Arisvaldo sempre corre de sunga porque acha mais confortável (foto: Rafaela Castilho/ webrun.com.br)
Enquanto o etíope Belete Assefa Terefe e a queniana Ednah Mukhwana chamavam a atenção do público por ocuparem as primeiras posições da 15K Sargento Gonzaguinha, outros personagens que vinham mais atrás se destacavam por características bem diferentes. Além das fantasias natalinas, muitos competidores apareceram em trajes não convencionais e atraíram os olhos da torcida.
Entre eles estava o mecânico Arisvaldo Silva, que decidiu se diferenciar dos outros competidores e cruzou a linha de chegada só de sunga. Está muito calor. Quanto menos roupa eu levar, mais leve eu fico e melhor será a corrida, conta. O competidor prendeu o número de peito na roupa de banho e completou o percurso de dez quilômetros.
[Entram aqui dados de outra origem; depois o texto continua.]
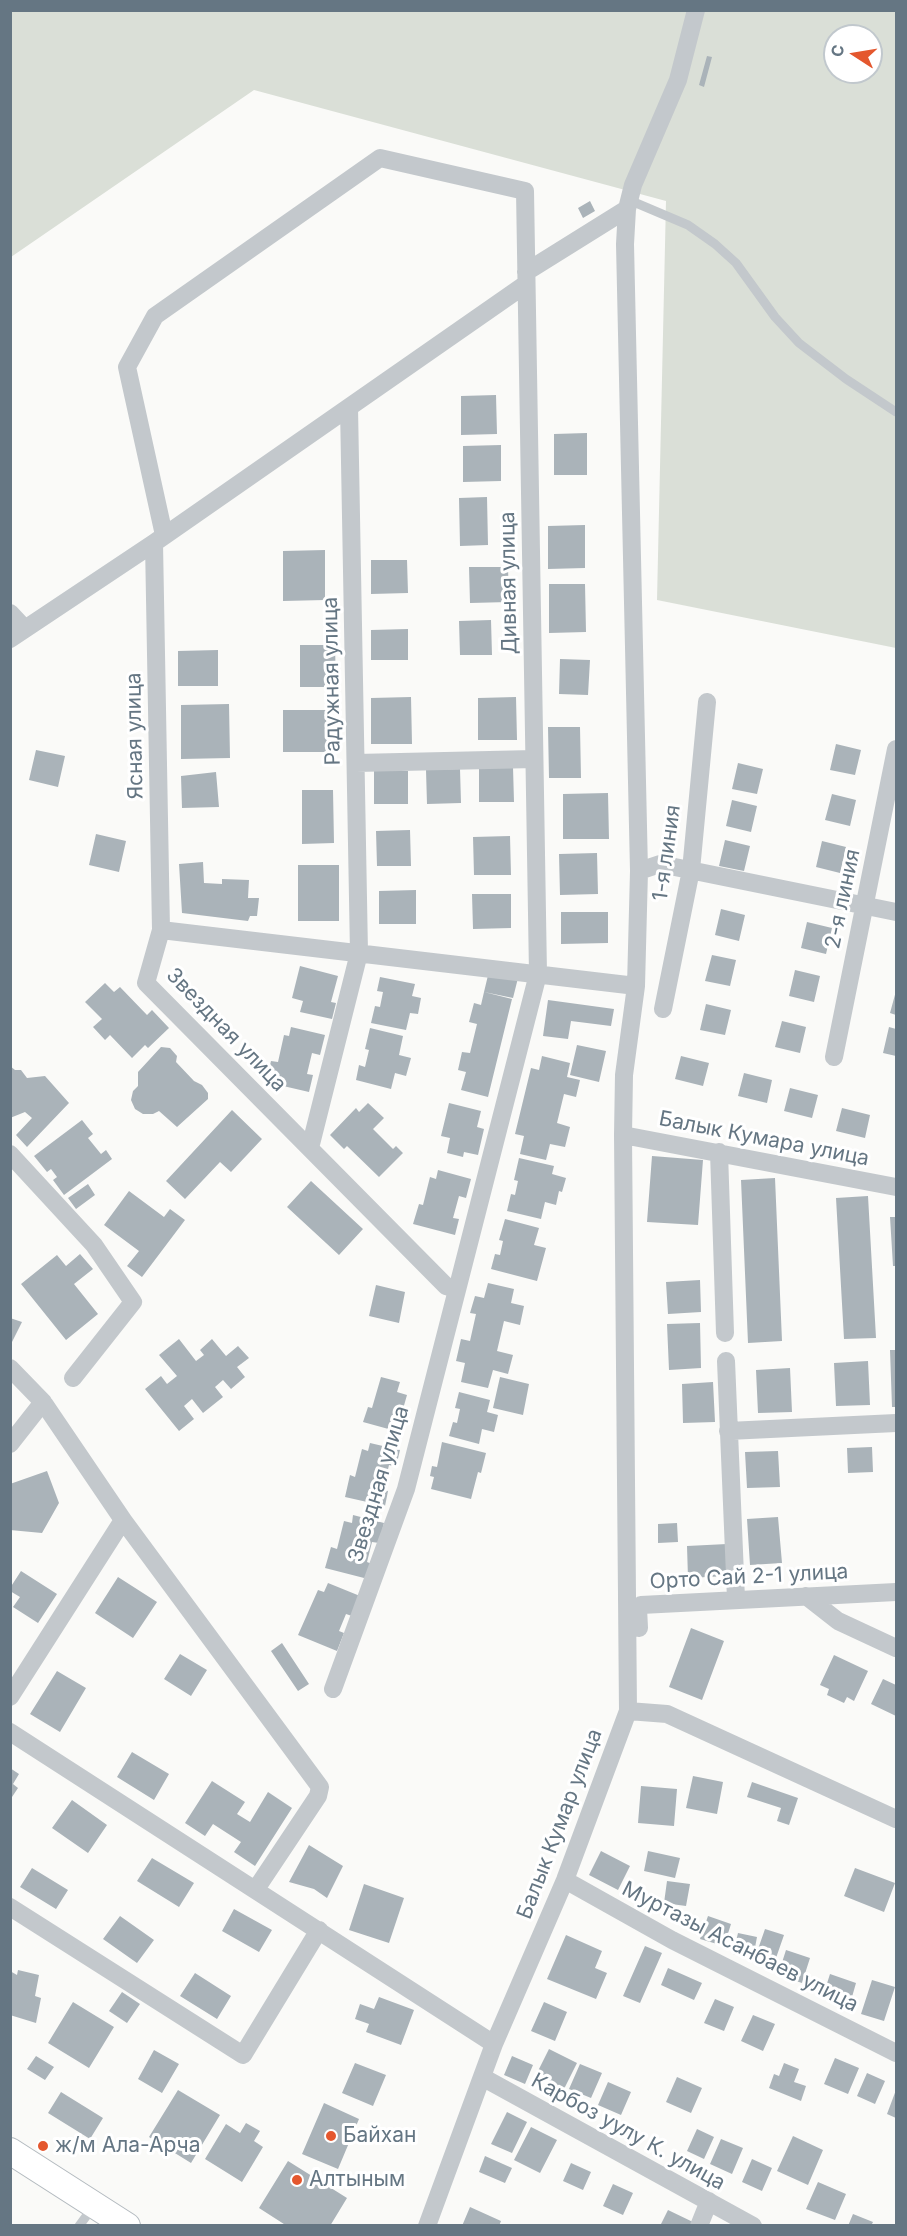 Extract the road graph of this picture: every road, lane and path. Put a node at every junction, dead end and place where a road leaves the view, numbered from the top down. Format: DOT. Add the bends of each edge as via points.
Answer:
graph roads {
  1 [pos="696,10"];
  2 [pos="525,191"];
  3 [pos="628,205"];
  4 [pos="526,278"];
  5 [pos="349,407"];
  6 [pos="897,412"];
  7 [pos="159,539"];
  8 [pos="10,613"];
  9 [pos="18,634"];
  10 [pos="707,702"];
  11 [pos="897,749"];
  12 [pos="534,759"];
  13 [pos="356,763"];
  14 [pos="691,870"];
  15 [pos="639,871"];
  16 [pos="865,906"];
  17 [pos="897,912"];
  18 [pos="161,930"];
  19 [pos="359,953"];
  20 [pos="538,974"];
  21 [pos="636,986"];
  22 [pos="663,1009"];
  23 [pos="834,1057"];
  24 [pos="623,1135"];
  25 [pos="310,1148"];
  26 [pos="719,1152"];
  27 [pos="10,1154"];
  28 [pos="897,1187"];
  29 [pos="458,1289"];
  30 [pos="725,1333"];
  31 [pos="726,1361"];
  32 [pos="10,1368"];
  33 [pos="73,1378"];
  34 [pos="43,1402"];
  35 [pos="897,1423"];
  36 [pos="728,1431"];
  37 [pos="10,1444"];
  38 [pos="123,1520"];
  39 [pos="897,1592"];
  40 [pos="806,1596"];
  41 [pos="736,1599"];
  42 [pos="897,1648"];
  43 [pos="333,1689"];
  44 [pos="10,1697"];
  45 [pos="634,1711"];
  46 [pos="10,1732"];
  47 [pos="897,1819"];
  48 [pos="565,1880"];
  49 [pos="256,1889"];
  50 [pos="10,1907"];
  51 [pos="318,1930"];
  52 [pos="494,2044"];
  53 [pos="897,2052"];
  54 [pos="482,2077"];
  55 [pos="10,2151"];
  56 [pos="709,2201"];
  57 [pos="94,2205"];
  58 [pos="79,2226"];
  59 [pos="127,2226"];
  60 [pos="427,2226"];
  61 [pos="699,2226"];
  62 [pos="753,2226"];
  1 -- 3 [label="street" via="678,80"];
  2 -- 4 [label="street, Дивная улица"];
  2 -- 7 [label="street, Ясная улица" via="380,158 155,316 127,367"];
  3 -- 4 [label="street"];
  3 -- 6 [label="lane" via="688,225 715,244 736,263 799,344"];
  3 -- 15 [label="street"];
  4 -- 5 [label="street"];
  4 -- 12 [label="street, Дивная улица"];
  5 -- 7 [label="street"];
  5 -- 13 [label="street, Радужная улица"];
  7 -- 9 [label="street"];
  7 -- 18 [label="street, Ясная улица"];
  8 -- 9 [label="street"];
  10 -- 14 [label="street, 1-я линия"];
  11 -- 16 [label="street, 2-я линия"];
  12 -- 13 [label="street"];
  12 -- 20 [label="street, Дивная улица"];
  13 -- 19 [label="street, Радужная улица"];
  14 -- 15 [label="street" via="660,864"];
  14 -- 16 [label="street"];
  14 -- 22 [label="street, 1-я линия"];
  15 -- 21 [label="street"];
  16 -- 17 [label="street"];
  16 -- 23 [label="street, 2-я линия"];
  18 -- 19 [label="street"];
  18 -- 25 [label="street, Звездная улица" via="146,983"];
  19 -- 20 [label="street"];
  19 -- 25 [label="street"];
  20 -- 21 [label="street"];
  20 -- 29 [label="street, Звездная улица"];
  21 -- 24 [label="street" via="624,1075"];
  24 -- 26 [label="street, Балык Кумара улица"];
  24 -- 45 [label="street"];
  25 -- 29 [label="street, Звездная улица" via="446,1286"];
  26 -- 28 [label="street, Балык Кумара улица"];
  26 -- 30 [label="street"];
  27 -- 33 [label="street" via="94,1245 133,1302"];
  29 -- 43 [label="street, Звездная улица" via="406,1489"];
  31 -- 36 [label="street"];
  32 -- 34 [label="street"];
  34 -- 37 [label="street"];
  34 -- 38 [label="street"];
  35 -- 36 [label="street"];
  36 -- 41 [label="street"];
  38 -- 44 [label="street"];
  38 -- 49 [label="street" via="320,1787 318,1796"];
  39 -- 40 [label="street, Орто Сай 2-1 улица"];
  40 -- 41 [label="street, Орто Сай 2-1 улица"];
  40 -- 42 [label="street" via="838,1622"];
  41 -- 45 [label="street, Орто Сай 2-1 улица" via="639,1606"];
  45 -- 47 [label="street" via="667,1714"];
  45 -- 48 [label="street, Балык Кумар улица"];
  46 -- 49 [label="street"];
  48 -- 52 [label="street, Балык Кумар улица"];
  48 -- 53 [label="street, Муртазы Асанбаев улица" via="672,1940"];
  49 -- 51 [label="street"];
  50 -- 51 [label="street" via="243,2055"];
  51 -- 52 [label="street"];
  52 -- 54 [label="street, Балык Кумар улица"];
  54 -- 56 [label="street, Карбоз уулу К. улица"];
  54 -- 60 [label="street, Балык Кумар улица"];
  55 -- 57 [label="main road"];
  56 -- 61 [label="street"];
  56 -- 62 [label="street, Карбоз уулу К. улица"];
  57 -- 58 [label="lane"];
  57 -- 59 [label="main road"];
} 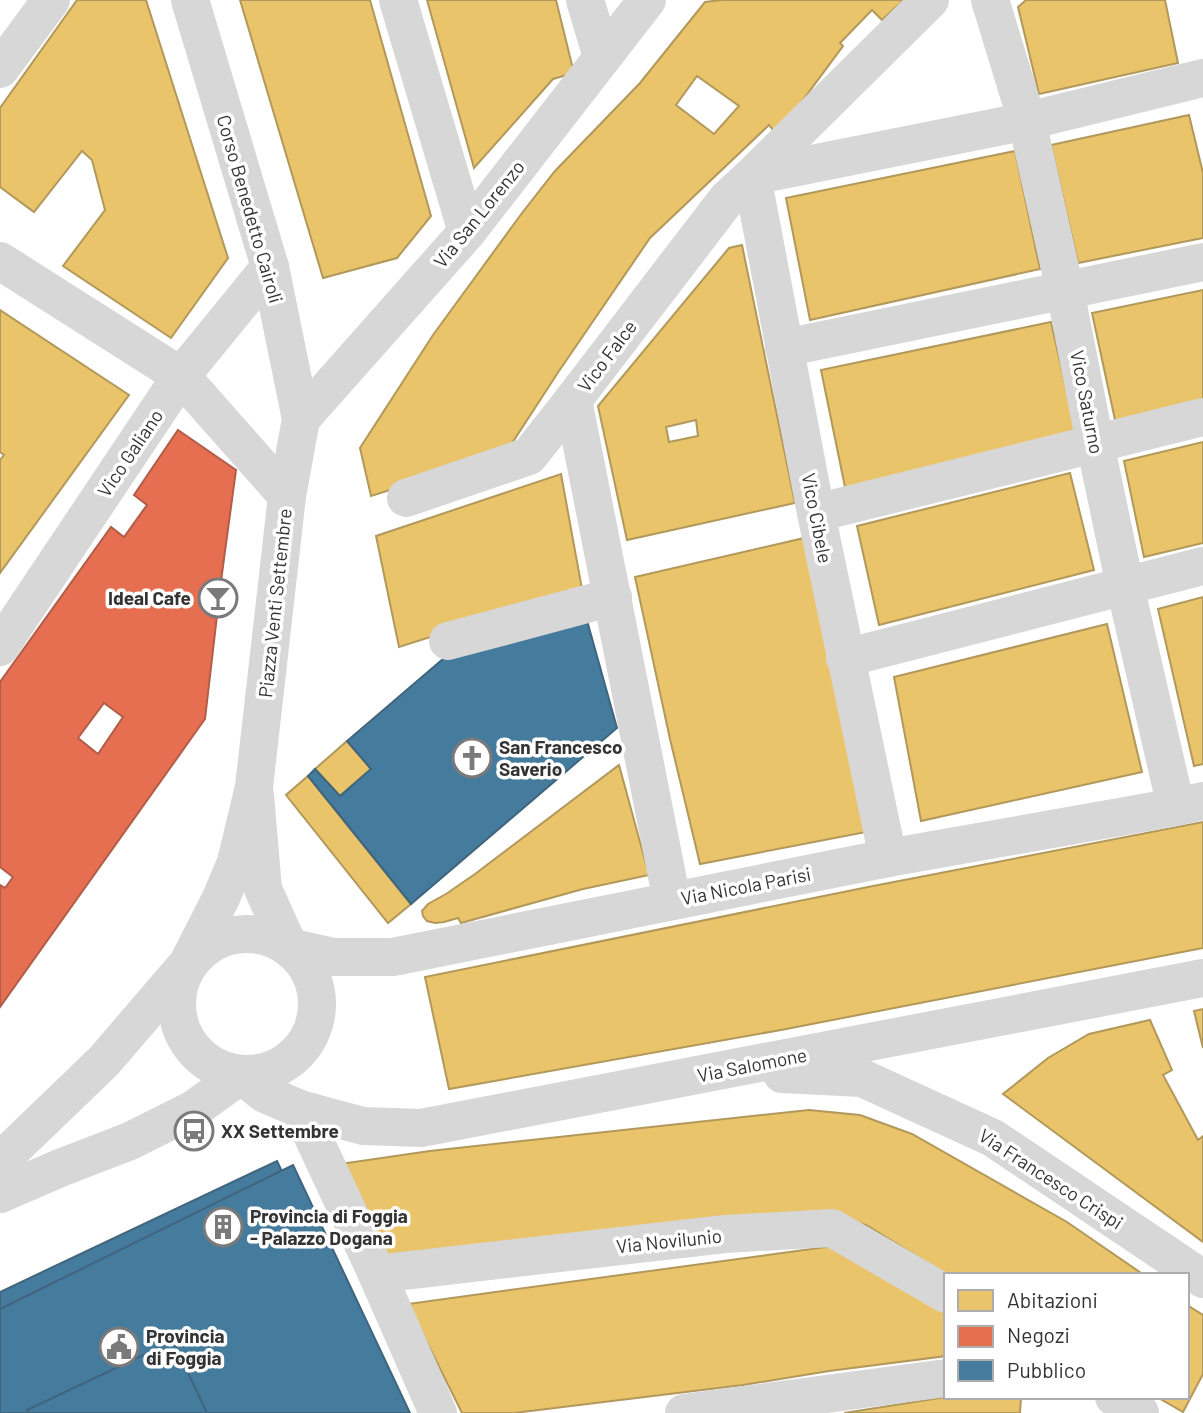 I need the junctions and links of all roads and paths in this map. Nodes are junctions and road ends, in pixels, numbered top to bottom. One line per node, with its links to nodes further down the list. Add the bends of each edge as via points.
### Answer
1 (51, 0): 9 (street)
2 (190, 0): 16 (street, Corso Benedetto Cairoli)
3 (398, 0): 13 (street)
4 (585, 0): 8 (street)
5 (647, 0): 8 (street, Via San Lorenzo)
6 (930, 0): 12 (street, Vico Falce)
7 (990, 0): 11 (street, Vico Saturno)
8 (603, 57): 13 (street, Via San Lorenzo)
9 (0, 69)
10 (1203, 78): 11 (street)
11 (1027, 121): 12 (street); 17 (street, Vico Saturno)
12 (752, 176): 18 (street, Vico Cibele); 20 (street, Vico Falce, via 727,199)
13 (467, 232): 22 (street, Via San Lorenzo)
14 (0, 261): 19 (street)
15 (1203, 262): 17 (street)
16 (270, 267): 19 (street, Vico Galiano); 22 (street, Corso Benedetto Cairoli)
17 (1065, 290): 18 (street); 23 (street, Vico Saturno)
18 (784, 348): 26 (street, Vico Cibele)
19 (181, 376): 24 (street); 31 (street, Vico Galiano)
20 (573, 400): 25 (street, via 529,456); 29 (street, Vico Falce)
21 (1203, 417): 23 (street)
22 (301, 419): 24 (street, Piazza Venti Settembre)
23 (1095, 443): 26 (street); 28 (street, Vico Saturno)
24 (287, 496): 33 (street, Piazza Venti Settembre)
25 (406, 498)
26 (816, 513): 32 (street, Vico Cibele)
27 (1203, 566): 28 (street)
28 (1125, 586): 32 (street); 34 (street, Vico Saturno)
29 (612, 597): 30 (street); 36 (street, Vico Falce)
30 (448, 641)
31 (0, 647)
32 (845, 658): 35 (street, Vico Cibele)
33 (254, 787): 37 (street, Piazza Venti Settembre, via 262,889); 38 (street, Piazza Venti Settembre, via 236,862)
34 (1189, 804): 35 (street, Via Nicola Parisi)
35 (888, 858): 36 (street, Via Nicola Parisi)
36 (672, 901): 37 (street, Via Nicola Parisi, via 393,957 333,957)
37 (289, 947): 38 (street, Piazza Venti Settembre, via 247,933 224,936); 41 (street, Piazza Venti Settembre, via 306,964 315,985 313,1029 285,1064 264,1073)
38 (188, 963): 41 (street, Piazza Venti Settembre, via 175,1004 179,1025 203,1060); 43 (street, Piazza Venti Settembre, via 104,1060)
39 (1203, 978): 40 (street, Via Salomone)
40 (728, 1070): 42 (street, Via Salomone, via 421,1128 363,1126); 46 (street, Via Francesco Crispi, via 862,1078 993,1138)
41 (241, 1075): 42 (street, Piazza Venti Settembre, via 265,1094); 44 (street, Piazza Venti Settembre, via 194,1109)
42 (300, 1109): 45 (street)
43 (0, 1161)
44 (0, 1194)
45 (377, 1274): 47 (street, Via Novilunio, via 725,1234 832,1228); 50 (street)
46 (1203, 1279)
47 (944, 1293)
48 (944, 1378): 51 (street)
49 (1117, 1399): 52 (street)
50 (438, 1413)
51 (684, 1413)
52 (1140, 1413) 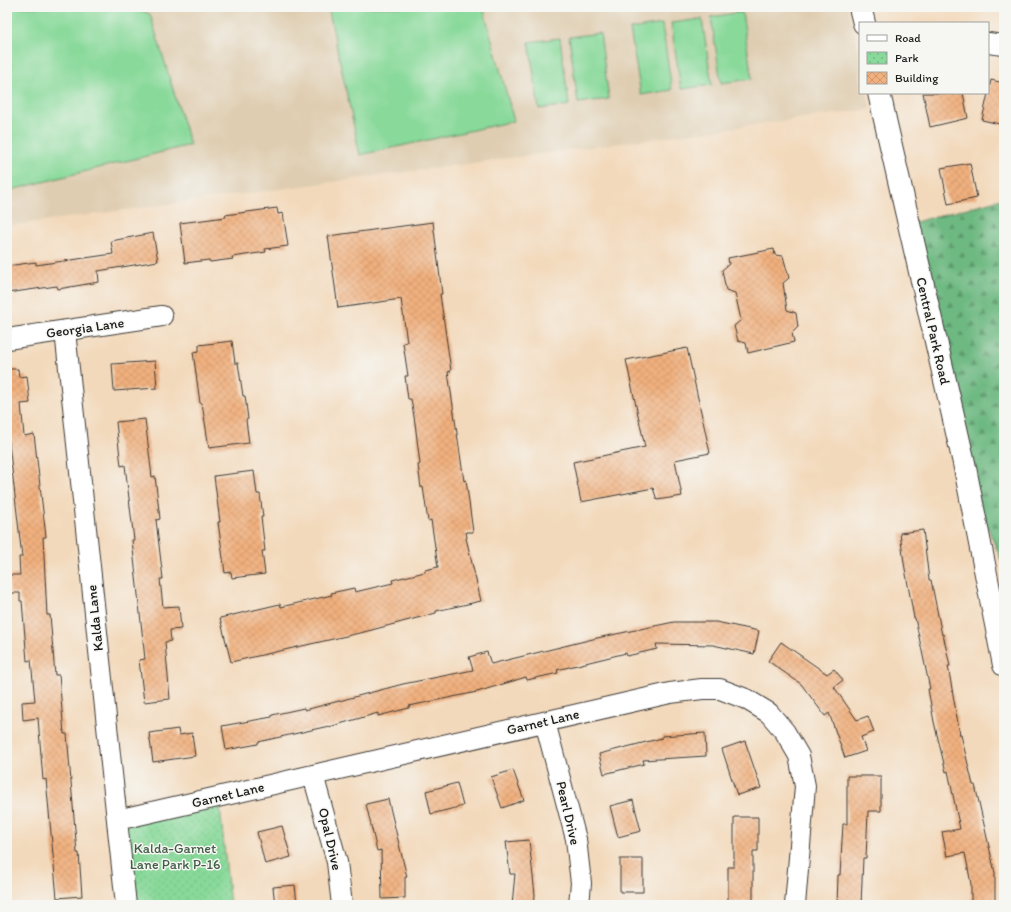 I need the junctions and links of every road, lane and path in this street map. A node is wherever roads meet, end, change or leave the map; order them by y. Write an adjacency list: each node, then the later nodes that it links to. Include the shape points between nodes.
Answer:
1 (860, 7): 2 (street)
2 (864, 22)
3 (989, 44): 4 (street)
4 (1004, 45)
5 (880, 94): 9 (street, Central Park Road, via 964,463)
6 (162, 316): 7 (street, Georgia Lane)
7 (65, 331): 8 (street, Georgia Lane); 14 (street, Kalda Lane)
8 (7, 338)
9 (984, 569): 10 (street, Central Park Road); 11 (street, Central Park Road)
10 (1004, 620)
11 (1004, 665)
12 (545, 722): 13 (street, Garnet Lane); 17 (street, Pearl Drive, via 576,839 581,883); 18 (street, Garnet Lane, via 670,693 702,689 720,690 769,713 785,732 799,756 805,786)
13 (314, 775): 14 (street, Garnet Lane); 16 (street, Opal Drive, via 337,862)
14 (117, 820): 15 (street, Kalda Lane)
15 (126, 905)
16 (342, 905)
17 (579, 905)
18 (795, 905)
Já o aposentado de 63 anos, Jedemiro Rodrigues, chamou a atenção dos outros competidores logo de cara. Com uma roupa que imita a pele de uma jaguatirica, o uniforme é composto por um macaquinho e joelheiras customizadas. Quando eu era menino eu matei uma jaguatirica e pedi para uma amiga fazer uma roupa que imitasse a pele do animal para eu correr. Já tem 20 anos que eu vou às provas assim, conta.
Experiência– Tomico Mori Saiko foi outra competidora que atraiu os olhares, porém sem usar nenhum tipo de roupa ou artifício. O que chama a atenção na corredora que participa da prova todos os anos é a idade da senhora japonesa: 86 anos. Treino todos os dias por uma hora e não tenho nenhum problema de saúde. Vou correr até não poder mais, afirma.